_What to work on_
Once you find a line containing the word "Sadovaya" in the entries below, copy it.
::: Provided information
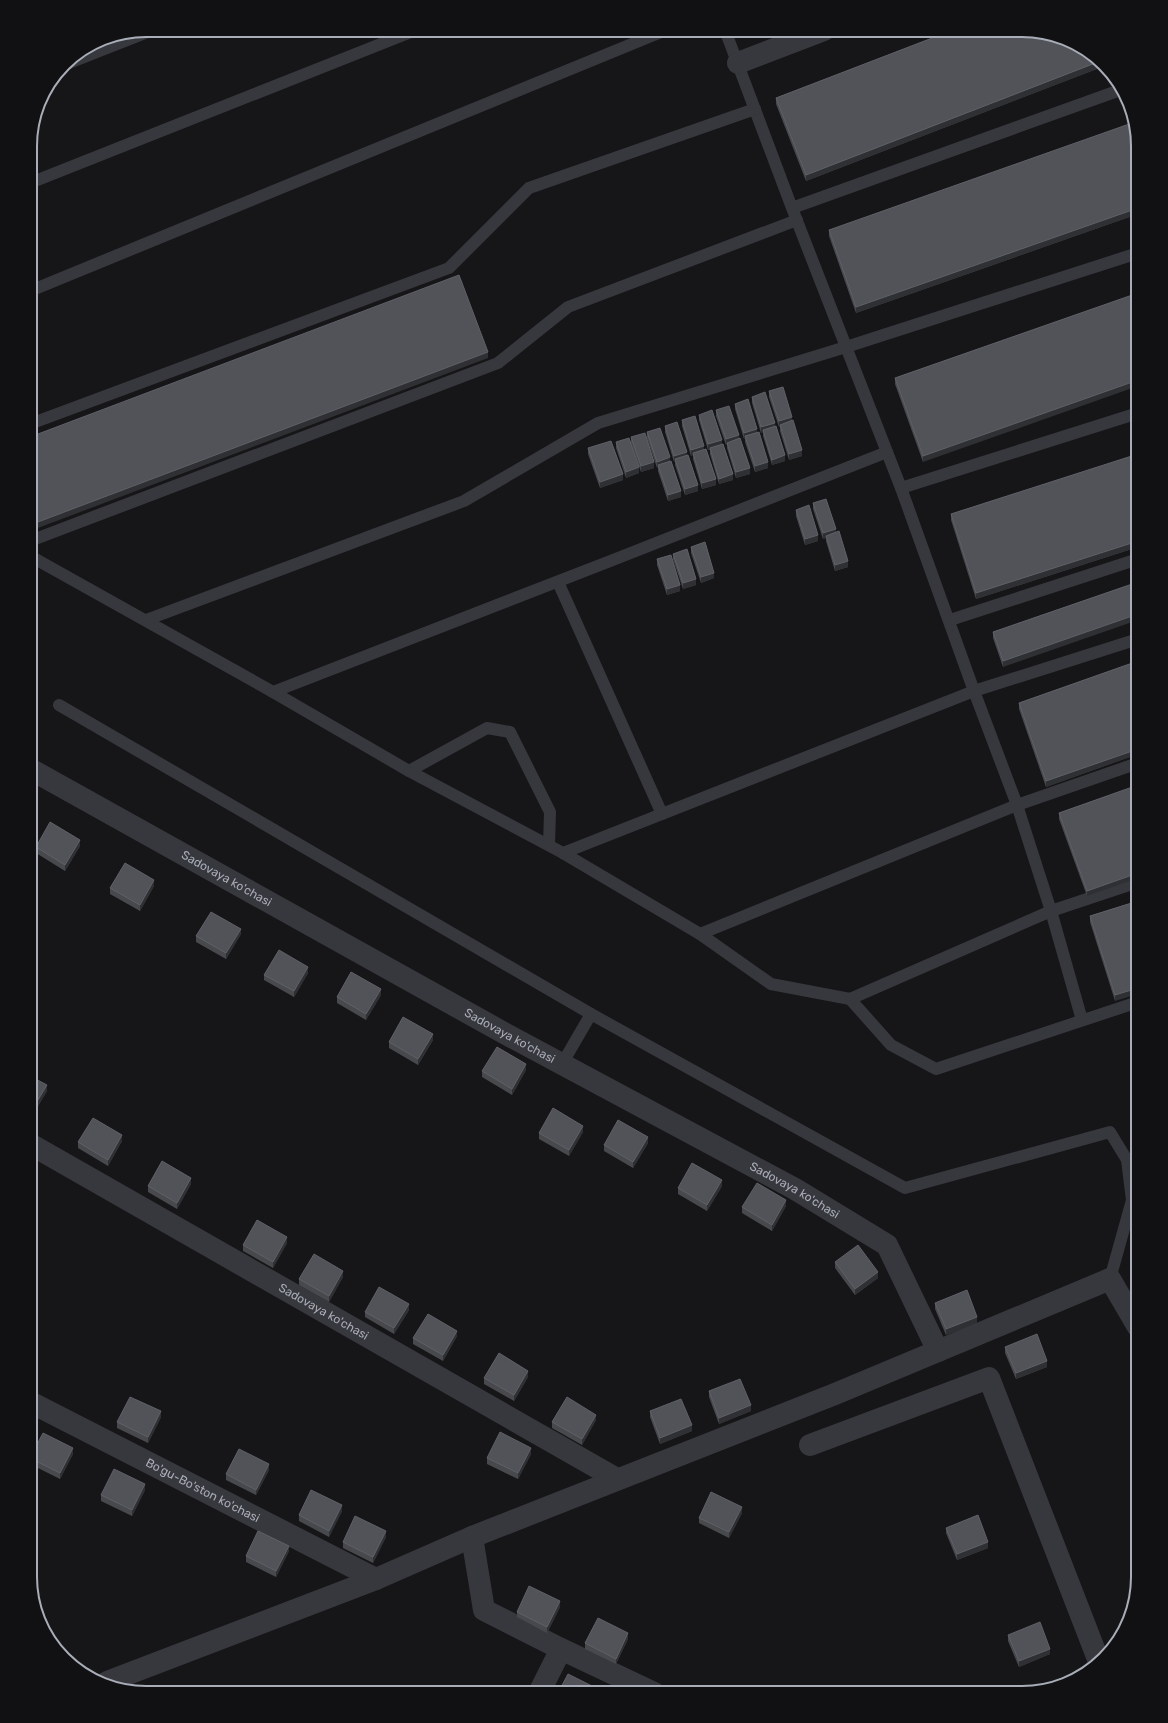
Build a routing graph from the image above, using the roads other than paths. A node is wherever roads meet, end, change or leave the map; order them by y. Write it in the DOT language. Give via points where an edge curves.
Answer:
graph roads {
  1 [pos="398,37"];
  2 [pos="649,37"];
  3 [pos="728,37"];
  4 [pos="806,37"];
  5 [pos="133,38"];
  6 [pos="83,58"];
  7 [pos="738,63"];
  8 [pos="1116,92"];
  9 [pos="755,109"];
  10 [pos="37,180"];
  11 [pos="792,208"];
  12 [pos="797,220"];
  13 [pos="1131,255"];
  14 [pos="37,288"];
  15 [pos="846,347"];
  16 [pos="1131,415"];
  17 [pos="37,421"];
  18 [pos="887,452"];
  19 [pos="901,488"];
  20 [pos="37,539"];
  21 [pos="37,560"];
  22 [pos="1131,562"];
  23 [pos="558,582"];
  24 [pos="146,620"];
  25 [pos="950,620"];
  26 [pos="1131,641"];
  27 [pos="273,692"];
  28 [pos="974,692"];
  29 [pos="59,705"];
  30 [pos="1131,765"];
  31 [pos="409,771"];
  32 [pos="37,773"];
  33 [pos="1018,804"];
  34 [pos="662,814"];
  35 [pos="549,845"];
  36 [pos="563,853"];
  37 [pos="1131,884"];
  38 [pos="1051,911"];
  39 [pos="700,934"];
  40 [pos="850,999"];
  41 [pos="1131,1004"];
  42 [pos="591,1014"];
  43 [pos="1082,1020"];
  44 [pos="562,1064"];
  45 [pos="37,1148"];
  46 [pos="1131,1192"];
  47 [pos="1131,1204"];
  48 [pos="1110,1279"];
  49 [pos="1131,1315"];
  50 [pos="938,1351"];
  51 [pos="37,1406"];
  52 [pos="810,1445"];
  53 [pos="618,1479"];
  54 [pos="472,1537"];
  55 [pos="376,1579"];
  56 [pos="562,1649"];
  57 [pos="1097,1656"];
  58 [pos="112,1680"];
  59 [pos="543,1686"];
  60 [pos="639,1686"];
  1 -- 10 [label="lane"];
  2 -- 14 [label="lane"];
  3 -- 7 [label="lane"];
  4 -- 7 [label="street"];
  5 -- 6 [label="lane"];
  7 -- 9 [label="lane"];
  8 -- 11 [label="lane"];
  9 -- 11 [label="lane"];
  9 -- 17 [label="lane" via="529,188 449,268"];
  11 -- 12 [label="lane"];
  12 -- 15 [label="lane"];
  12 -- 20 [label="lane" via="568,308 498,363"];
  13 -- 15 [label="lane"];
  15 -- 18 [label="lane"];
  15 -- 24 [label="lane" via="598,423 464,501"];
  16 -- 19 [label="lane"];
  18 -- 19 [label="lane"];
  18 -- 23 [label="lane"];
  19 -- 25 [label="lane"];
  21 -- 24 [label="lane"];
  22 -- 25 [label="lane"];
  23 -- 27 [label="lane"];
  23 -- 34 [label="lane"];
  24 -- 27 [label="lane"];
  25 -- 28 [label="lane"];
  26 -- 28 [label="lane"];
  27 -- 31 [label="lane"];
  28 -- 33 [label="lane"];
  28 -- 34 [label="lane"];
  29 -- 42 [label="lane"];
  30 -- 33 [label="lane"];
  31 -- 35 [label="lane"];
  31 -- 35 [label="lane" via="487,728 510,732 550,812"];
  32 -- 44 [label="street, Sadovaya ko'chasi"];
  33 -- 38 [label="lane"];
  33 -- 39 [label="lane"];
  34 -- 36 [label="lane"];
  35 -- 36 [label="lane"];
  36 -- 39 [label="lane"];
  37 -- 38 [label="lane"];
  38 -- 40 [label="lane"];
  38 -- 43 [label="lane"];
  39 -- 40 [label="lane" via="771,984"];
  40 -- 43 [label="lane" via="891,1045 936,1069"];
  41 -- 43 [label="lane"];
  42 -- 44 [label="lane"];
  42 -- 46 [label="lane" via="906,1188 1110,1132 1127,1160"];
  44 -- 50 [label="street, Sadovaya ko'chasi" via="795,1189 887,1244"];
  45 -- 53 [label="street, Sadovaya ko'chasi"];
  47 -- 48 [label="lane"];
  48 -- 49 [label="street"];
  48 -- 50 [label="street"];
  50 -- 53 [label="street"];
  51 -- 55 [label="street, Bo'gu-Bo'ston ko'chasi"];
  52 -- 57 [label="street" via="989,1378"];
  53 -- 54 [label="street"];
  54 -- 55 [label="street"];
  54 -- 56 [label="street" via="484,1610"];
  55 -- 58 [label="street"];
  56 -- 59 [label="street"];
  56 -- 60 [label="street"];
}
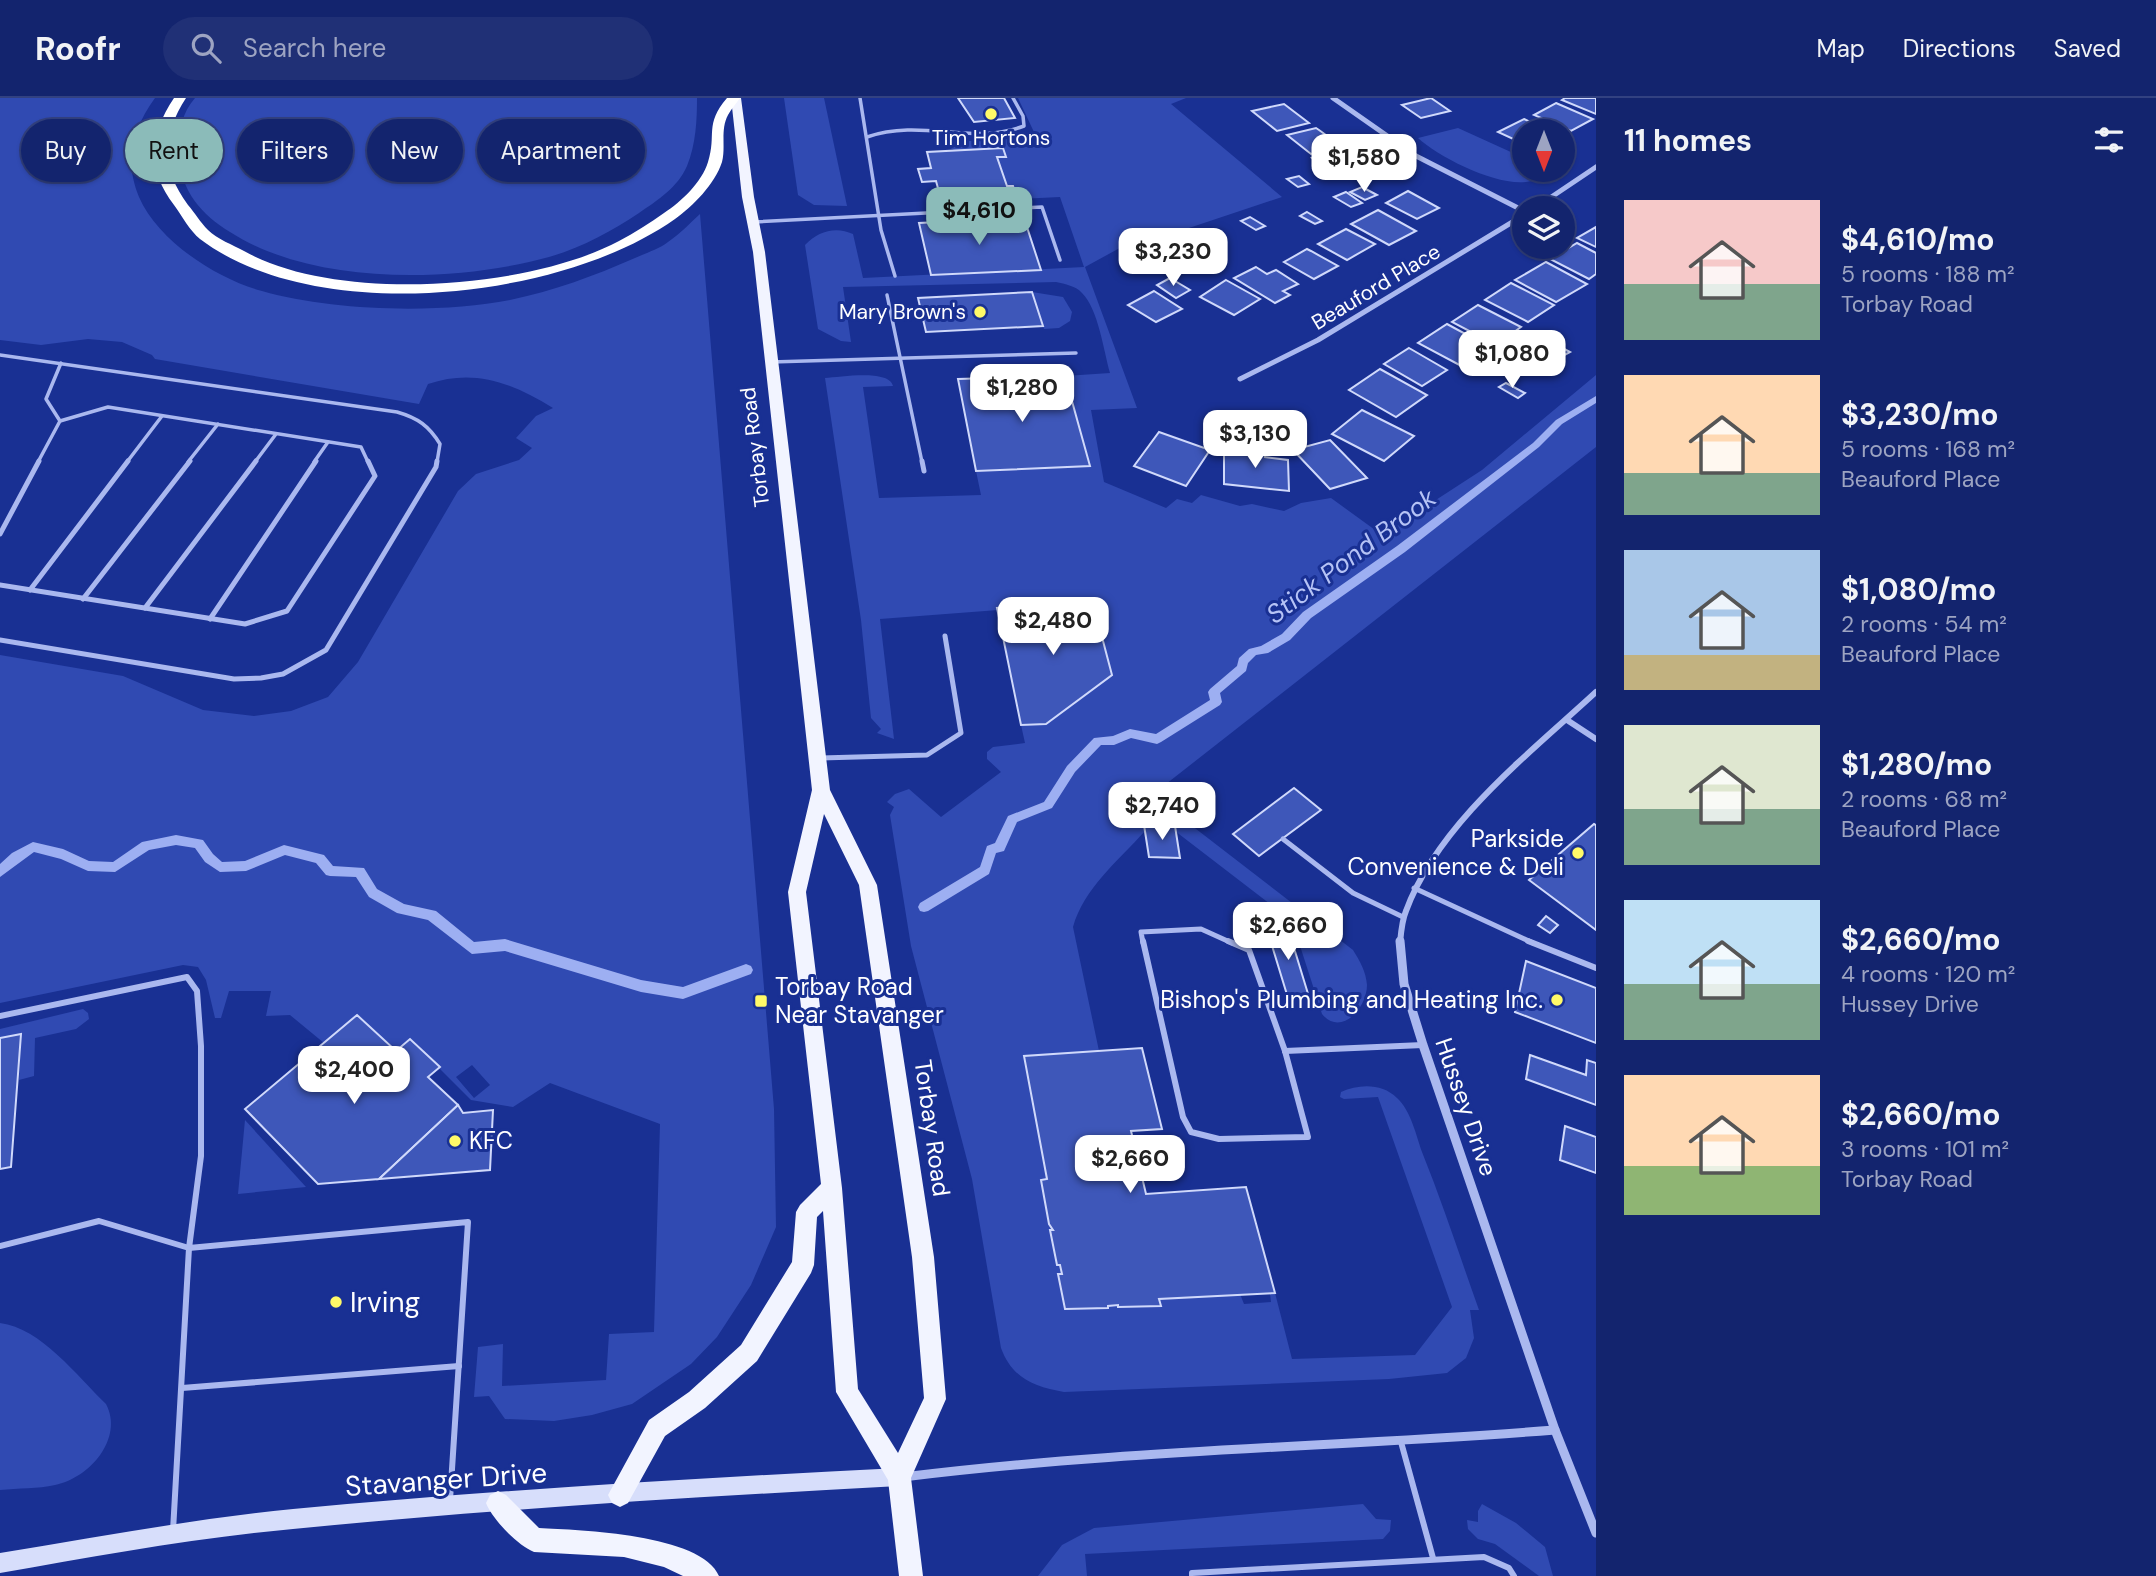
::::::
_Expected answer_
  32 -- 44 [label="street, Sadovaya ko'chasi"];
  44 -- 50 [label="street, Sadovaya ko'chasi" via="795,1189 887,1244"];
  45 -- 53 [label="street, Sadovaya ko'chasi"];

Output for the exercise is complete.